__What is required__:
A single number is required: how many lines below include the string "Ρούσσου".

__Records for processing__:
════════════════════

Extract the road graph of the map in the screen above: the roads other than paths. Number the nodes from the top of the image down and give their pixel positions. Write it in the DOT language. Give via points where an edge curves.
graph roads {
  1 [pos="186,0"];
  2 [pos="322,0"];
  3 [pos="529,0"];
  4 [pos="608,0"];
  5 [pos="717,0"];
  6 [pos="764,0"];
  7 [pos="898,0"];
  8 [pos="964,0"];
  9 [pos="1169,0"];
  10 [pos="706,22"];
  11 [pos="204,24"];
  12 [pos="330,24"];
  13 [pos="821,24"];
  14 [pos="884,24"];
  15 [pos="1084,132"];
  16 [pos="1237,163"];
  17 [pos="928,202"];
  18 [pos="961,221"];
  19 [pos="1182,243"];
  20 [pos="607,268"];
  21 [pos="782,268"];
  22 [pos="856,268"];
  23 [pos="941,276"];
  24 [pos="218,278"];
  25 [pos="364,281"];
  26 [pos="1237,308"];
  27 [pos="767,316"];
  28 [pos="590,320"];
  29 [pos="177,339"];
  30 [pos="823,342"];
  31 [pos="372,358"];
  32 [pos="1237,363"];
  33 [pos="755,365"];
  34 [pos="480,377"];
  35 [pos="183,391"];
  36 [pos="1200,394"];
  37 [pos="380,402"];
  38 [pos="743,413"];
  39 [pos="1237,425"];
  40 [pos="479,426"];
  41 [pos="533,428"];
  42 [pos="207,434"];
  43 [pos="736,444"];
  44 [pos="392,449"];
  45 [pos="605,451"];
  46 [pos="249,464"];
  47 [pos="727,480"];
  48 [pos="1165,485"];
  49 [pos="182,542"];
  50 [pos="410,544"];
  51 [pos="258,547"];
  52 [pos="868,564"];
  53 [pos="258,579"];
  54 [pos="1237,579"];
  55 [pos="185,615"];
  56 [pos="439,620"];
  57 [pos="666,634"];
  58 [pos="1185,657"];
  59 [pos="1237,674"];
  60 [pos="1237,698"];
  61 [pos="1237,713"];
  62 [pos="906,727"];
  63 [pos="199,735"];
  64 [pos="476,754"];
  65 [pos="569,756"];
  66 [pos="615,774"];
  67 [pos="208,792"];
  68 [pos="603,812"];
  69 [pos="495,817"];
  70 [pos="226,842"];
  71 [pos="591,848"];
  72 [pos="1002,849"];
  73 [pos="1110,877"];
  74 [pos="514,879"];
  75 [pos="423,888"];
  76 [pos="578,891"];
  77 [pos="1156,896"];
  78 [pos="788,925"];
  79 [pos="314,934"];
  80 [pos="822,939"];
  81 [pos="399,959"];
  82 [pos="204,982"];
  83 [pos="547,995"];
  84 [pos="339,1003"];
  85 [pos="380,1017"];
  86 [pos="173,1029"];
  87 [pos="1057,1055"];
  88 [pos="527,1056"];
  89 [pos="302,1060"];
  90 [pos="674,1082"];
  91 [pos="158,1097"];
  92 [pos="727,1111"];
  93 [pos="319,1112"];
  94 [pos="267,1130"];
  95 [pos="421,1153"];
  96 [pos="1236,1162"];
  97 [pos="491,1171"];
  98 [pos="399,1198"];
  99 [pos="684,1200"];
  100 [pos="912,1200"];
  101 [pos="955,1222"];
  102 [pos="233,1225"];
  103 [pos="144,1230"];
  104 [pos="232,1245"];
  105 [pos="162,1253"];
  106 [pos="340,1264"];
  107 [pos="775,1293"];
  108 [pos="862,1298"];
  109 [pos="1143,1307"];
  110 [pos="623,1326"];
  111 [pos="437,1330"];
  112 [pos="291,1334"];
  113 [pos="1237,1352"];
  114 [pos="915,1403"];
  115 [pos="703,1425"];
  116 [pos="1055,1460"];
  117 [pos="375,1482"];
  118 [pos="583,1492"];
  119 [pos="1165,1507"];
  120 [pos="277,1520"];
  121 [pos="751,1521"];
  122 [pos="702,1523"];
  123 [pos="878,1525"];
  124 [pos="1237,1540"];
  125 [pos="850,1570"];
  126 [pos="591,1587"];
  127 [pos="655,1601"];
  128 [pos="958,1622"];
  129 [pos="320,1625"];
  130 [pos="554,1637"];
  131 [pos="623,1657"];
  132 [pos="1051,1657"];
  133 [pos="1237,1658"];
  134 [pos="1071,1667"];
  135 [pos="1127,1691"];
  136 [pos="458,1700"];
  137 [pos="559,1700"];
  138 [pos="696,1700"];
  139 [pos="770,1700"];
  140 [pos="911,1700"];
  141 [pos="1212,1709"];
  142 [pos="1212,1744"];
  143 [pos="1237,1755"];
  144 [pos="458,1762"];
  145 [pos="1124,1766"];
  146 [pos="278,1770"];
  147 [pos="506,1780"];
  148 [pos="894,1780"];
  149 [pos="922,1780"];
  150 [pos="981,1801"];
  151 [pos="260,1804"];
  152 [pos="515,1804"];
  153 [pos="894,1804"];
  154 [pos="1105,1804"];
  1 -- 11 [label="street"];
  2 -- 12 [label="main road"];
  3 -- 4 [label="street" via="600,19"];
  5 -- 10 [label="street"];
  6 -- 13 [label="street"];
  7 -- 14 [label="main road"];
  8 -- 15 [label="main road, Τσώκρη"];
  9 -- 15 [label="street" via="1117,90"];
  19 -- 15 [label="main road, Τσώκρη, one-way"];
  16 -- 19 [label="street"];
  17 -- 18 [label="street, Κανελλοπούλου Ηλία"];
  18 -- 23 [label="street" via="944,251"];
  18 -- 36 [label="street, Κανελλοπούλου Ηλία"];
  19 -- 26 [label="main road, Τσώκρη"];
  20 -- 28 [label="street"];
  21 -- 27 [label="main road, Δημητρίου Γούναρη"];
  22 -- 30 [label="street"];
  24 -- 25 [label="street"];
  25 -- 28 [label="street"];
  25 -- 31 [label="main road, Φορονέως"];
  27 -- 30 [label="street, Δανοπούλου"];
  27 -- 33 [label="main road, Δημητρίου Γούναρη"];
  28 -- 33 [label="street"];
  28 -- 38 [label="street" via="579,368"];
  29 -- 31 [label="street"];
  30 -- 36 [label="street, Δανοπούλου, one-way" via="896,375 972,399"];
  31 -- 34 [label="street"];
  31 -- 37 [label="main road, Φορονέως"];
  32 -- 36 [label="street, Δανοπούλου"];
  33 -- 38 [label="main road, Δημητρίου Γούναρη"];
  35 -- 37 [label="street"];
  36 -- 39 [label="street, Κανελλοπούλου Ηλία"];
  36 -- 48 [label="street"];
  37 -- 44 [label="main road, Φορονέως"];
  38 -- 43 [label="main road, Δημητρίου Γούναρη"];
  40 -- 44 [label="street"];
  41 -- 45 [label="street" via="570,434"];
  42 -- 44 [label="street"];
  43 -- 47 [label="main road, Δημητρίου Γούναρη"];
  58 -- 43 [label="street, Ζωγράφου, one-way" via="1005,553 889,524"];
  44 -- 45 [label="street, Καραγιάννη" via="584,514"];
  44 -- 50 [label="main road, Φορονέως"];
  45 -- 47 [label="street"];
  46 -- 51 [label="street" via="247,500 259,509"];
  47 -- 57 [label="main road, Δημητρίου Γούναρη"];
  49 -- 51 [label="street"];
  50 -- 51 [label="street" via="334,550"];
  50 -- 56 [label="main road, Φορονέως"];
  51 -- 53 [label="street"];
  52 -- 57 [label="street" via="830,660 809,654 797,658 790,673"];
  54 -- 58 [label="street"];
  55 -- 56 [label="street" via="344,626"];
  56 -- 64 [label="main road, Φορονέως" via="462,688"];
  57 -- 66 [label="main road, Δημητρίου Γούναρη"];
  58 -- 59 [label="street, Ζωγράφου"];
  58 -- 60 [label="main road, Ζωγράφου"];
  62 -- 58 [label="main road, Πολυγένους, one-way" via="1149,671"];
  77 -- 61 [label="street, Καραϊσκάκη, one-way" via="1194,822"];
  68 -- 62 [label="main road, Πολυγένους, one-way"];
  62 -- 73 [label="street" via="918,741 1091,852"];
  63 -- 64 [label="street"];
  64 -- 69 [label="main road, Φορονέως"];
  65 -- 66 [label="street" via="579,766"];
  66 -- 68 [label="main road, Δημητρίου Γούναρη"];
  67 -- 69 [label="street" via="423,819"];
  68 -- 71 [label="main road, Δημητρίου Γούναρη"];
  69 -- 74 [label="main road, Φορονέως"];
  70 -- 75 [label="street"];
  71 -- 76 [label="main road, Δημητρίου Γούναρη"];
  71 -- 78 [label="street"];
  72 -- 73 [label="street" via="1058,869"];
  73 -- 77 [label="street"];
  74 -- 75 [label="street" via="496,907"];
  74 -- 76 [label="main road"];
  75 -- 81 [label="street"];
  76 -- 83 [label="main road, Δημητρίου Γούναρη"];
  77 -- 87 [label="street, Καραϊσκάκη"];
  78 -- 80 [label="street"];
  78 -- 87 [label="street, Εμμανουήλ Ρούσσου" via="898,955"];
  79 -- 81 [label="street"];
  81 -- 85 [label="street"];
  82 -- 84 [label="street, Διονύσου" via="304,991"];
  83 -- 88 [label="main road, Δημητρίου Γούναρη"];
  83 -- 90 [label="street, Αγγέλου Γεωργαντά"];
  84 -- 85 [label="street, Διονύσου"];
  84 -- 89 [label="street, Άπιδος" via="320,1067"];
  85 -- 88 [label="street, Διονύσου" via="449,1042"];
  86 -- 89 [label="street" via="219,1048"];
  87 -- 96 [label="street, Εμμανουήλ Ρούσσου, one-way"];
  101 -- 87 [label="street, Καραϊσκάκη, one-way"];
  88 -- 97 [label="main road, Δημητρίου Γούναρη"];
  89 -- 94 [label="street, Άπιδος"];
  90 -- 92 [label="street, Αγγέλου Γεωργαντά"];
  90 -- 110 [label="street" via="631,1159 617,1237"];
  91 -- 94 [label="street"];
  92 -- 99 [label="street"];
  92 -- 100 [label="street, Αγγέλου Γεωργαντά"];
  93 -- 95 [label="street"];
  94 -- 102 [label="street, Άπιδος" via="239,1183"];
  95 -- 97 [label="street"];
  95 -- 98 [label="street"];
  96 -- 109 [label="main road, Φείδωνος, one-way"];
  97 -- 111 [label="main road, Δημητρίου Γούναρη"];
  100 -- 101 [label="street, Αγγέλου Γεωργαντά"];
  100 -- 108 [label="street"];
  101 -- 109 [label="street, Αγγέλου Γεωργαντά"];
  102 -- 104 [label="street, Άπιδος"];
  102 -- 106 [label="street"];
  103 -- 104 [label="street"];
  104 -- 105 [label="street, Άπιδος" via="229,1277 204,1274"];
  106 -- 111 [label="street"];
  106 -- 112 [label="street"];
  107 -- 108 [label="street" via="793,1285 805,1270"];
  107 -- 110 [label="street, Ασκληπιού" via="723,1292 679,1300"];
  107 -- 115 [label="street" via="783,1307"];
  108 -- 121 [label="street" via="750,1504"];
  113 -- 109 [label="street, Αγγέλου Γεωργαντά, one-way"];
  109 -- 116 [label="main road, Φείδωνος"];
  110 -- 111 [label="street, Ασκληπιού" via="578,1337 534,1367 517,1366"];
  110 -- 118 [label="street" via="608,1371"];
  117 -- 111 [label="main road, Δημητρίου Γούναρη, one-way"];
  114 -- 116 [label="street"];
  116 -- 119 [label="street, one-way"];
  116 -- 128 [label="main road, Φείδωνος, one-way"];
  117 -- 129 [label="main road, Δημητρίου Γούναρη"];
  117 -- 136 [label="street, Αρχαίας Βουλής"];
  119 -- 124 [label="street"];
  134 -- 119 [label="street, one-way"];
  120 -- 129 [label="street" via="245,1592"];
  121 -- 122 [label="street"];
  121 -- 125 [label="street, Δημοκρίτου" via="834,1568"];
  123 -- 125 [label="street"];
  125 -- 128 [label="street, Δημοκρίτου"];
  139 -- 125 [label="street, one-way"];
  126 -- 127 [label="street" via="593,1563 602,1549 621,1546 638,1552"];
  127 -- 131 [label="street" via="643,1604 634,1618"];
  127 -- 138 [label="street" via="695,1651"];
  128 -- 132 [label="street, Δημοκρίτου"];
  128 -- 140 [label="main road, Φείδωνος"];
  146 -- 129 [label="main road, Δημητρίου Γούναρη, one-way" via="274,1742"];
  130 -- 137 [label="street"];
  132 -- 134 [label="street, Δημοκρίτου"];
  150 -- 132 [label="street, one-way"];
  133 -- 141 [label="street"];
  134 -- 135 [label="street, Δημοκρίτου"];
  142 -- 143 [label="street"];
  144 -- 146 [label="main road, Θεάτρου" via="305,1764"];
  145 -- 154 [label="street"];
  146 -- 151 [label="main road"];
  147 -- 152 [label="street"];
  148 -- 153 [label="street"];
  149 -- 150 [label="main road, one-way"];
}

════════════════════

__Solution__:
2